What is Universal Credit?


What is Universal Credit?

What is Universal Credit?

Universal Credit is the Government’s new scheme to combine 6 benefits into one universal payment. These benefits include Child Tax Credit, Housing Benefits, Income Support, Job Seekers Allowance, Employment and Support Allowance and Working Tax credit.

If you’ve heard of Universal Credit, you may have seen loads of headlines about what it may entail for you, and it can be pretty confusing when looking at what you need to actually figure out and what these changes might mean for you. It should also be noted that at the time of writing, Universal Credit has not yet rolled out across the country, and you will be contacted when it does.

Am I eligible for Universal Credit?

Universal Credit is for those that are either on a low income or are currently out of work. You should be able to find out if you are eligible for Universal Credit if you use the Citizen’s Advice eligibility checker.

There are also additional factors that affect your eligibility. For example, if you have children, are aged 16 or 17, or live with your partner - these are all factors that could affect your eligibility to get Universal Credit. For more details, head over to for more details.

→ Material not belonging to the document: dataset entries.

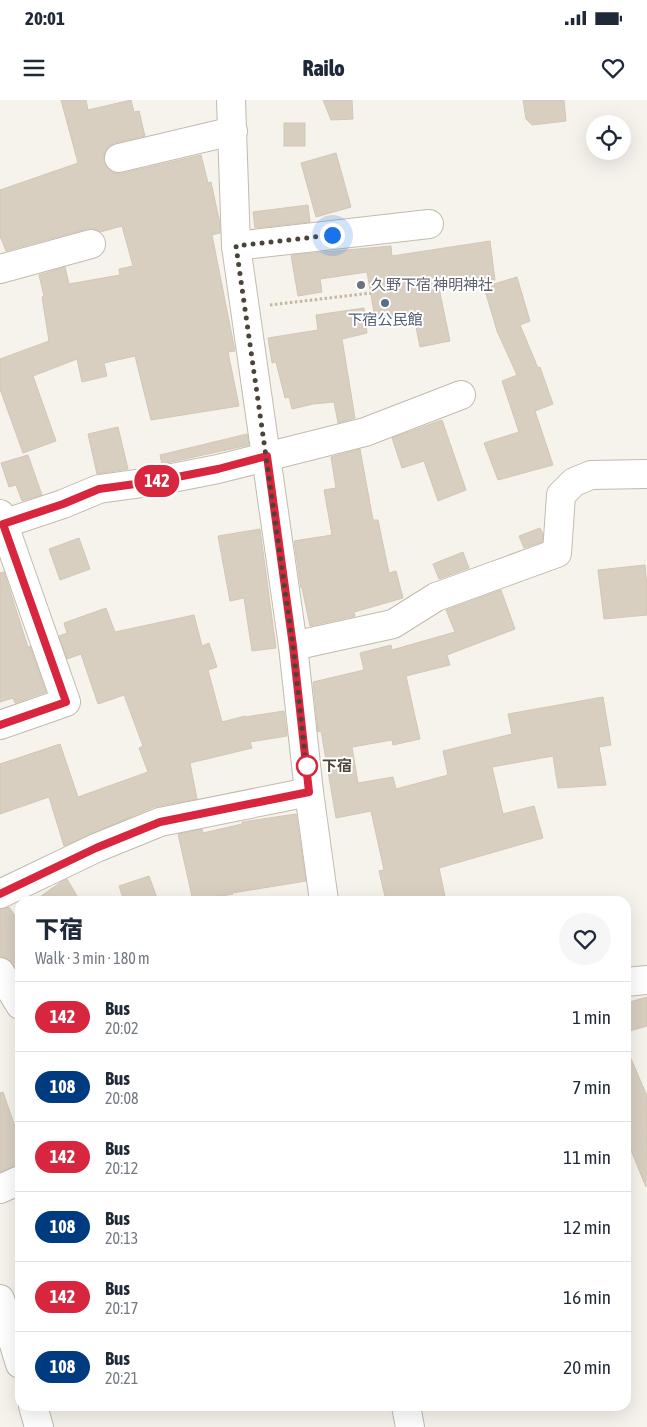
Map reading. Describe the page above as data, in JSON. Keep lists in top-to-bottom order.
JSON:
{
  "places": ["久野下宿 神明神社", "下宿公民館", "下宿"],
  "lines": ["bus line 142"],
  "page": {
    "status": "20:01",
    "header": "Railo",
    "on_map": "142",
    "heading": ["下宿", "Walk · 3 min · 180 m"],
    "list": [
      {
        "mark": "142",
        "name": "Bus",
        "note": "20:02",
        "value": "1 min"
      },
      {
        "mark": "108",
        "name": "Bus",
        "note": "20:08",
        "value": "7 min"
      },
      {
        "mark": "142",
        "name": "Bus",
        "note": "20:12",
        "value": "11 min"
      },
      {
        "mark": "108",
        "name": "Bus",
        "note": "20:13",
        "value": "12 min"
      },
      {
        "mark": "142",
        "name": "Bus",
        "note": "20:17",
        "value": "16 min"
      },
      {
        "mark": "108",
        "name": "Bus",
        "note": "20:21",
        "value": "20 min"
      }
    ]
  }
}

How to claim Universal Credit

In order to claim Universal Credit, you will have to apply on the .gov site here. In order to apply, you will also need the following:

  • Your account details for where you want your payment to go
  • An email address
  • Your National Insurance number
  • Information about your living situation
  • Information about your income
  • Details of any savings or investments
  • Details of childcare costs

How much do you get on Universal Credit?

  • Single and under 25 - £251.77 Per Month
  • Single & 25 or Over - £317.82 Per Month
  • In a couple & under 25 - £395.20 Per Month (For you both)
  • In a couple & 25 or Over - £498.89 (For you both)

How much more Universal Credit do I get if I have Children?

These figures are in addition to what you would normally receive.

  • One Child - £277.08 Per Month (If born before 6/4/2017)
  • One Child - £231.67 Per Month (If born after 6/4/2017)
  • Two Children - £231.67 Per Month
  • Disabled or Severely Disabled Child - £126.11 or £383.86 Per Month
  • Childcare Help - Up to 85% of Childcare costs covered

There are also additional exceptions involved if you have more than 2 children and additional circumstances, which you will be able to find here.

How much Universal Credit do I get if I am disabled or unable to work?

This is in addition to what you would normally receive.

  • If you have limited capability to work - £328.32 Per Month
  • If you started your health-related Universal Credit or ESA Claim before 3/4/3017 - £126.11 Per Month

How much do I get I care for a Disabled Person?

  • 35 Hours or more Care per week for a severely disabled person who receives a disability benefit - £156.45 Per Month

This amount also stacks on top of your normal allowance and any other childcare benefits.

Am I able to work and also get Universal Credit?

Yes, you are able to work and also claim Universal Credit, depending on your circumstances. Your Universal Credit claim will decrease by 63p for every £1 you earn. Additionally, you are also able to claim a work allowance if you are responsible for a child, or are living with a disability that affects your ability to work.

If you start to earn more, your payments may reduce until you are no longer able to claim Universal Credit. If your income drops again, you will need to submit another claim online.

How long does it take to receive Universal Credit?

From when your claim is confirmed, it will take around 5 weeks to receive your first payment. After the first payment, you will be paid on that same date every month, if it lands on a weekend, you will be paid the last working day of that week.

How does Universal Credit get paid?

You can receive your Universal Credit into your U Account, current account, bank, building society or Credit Union account.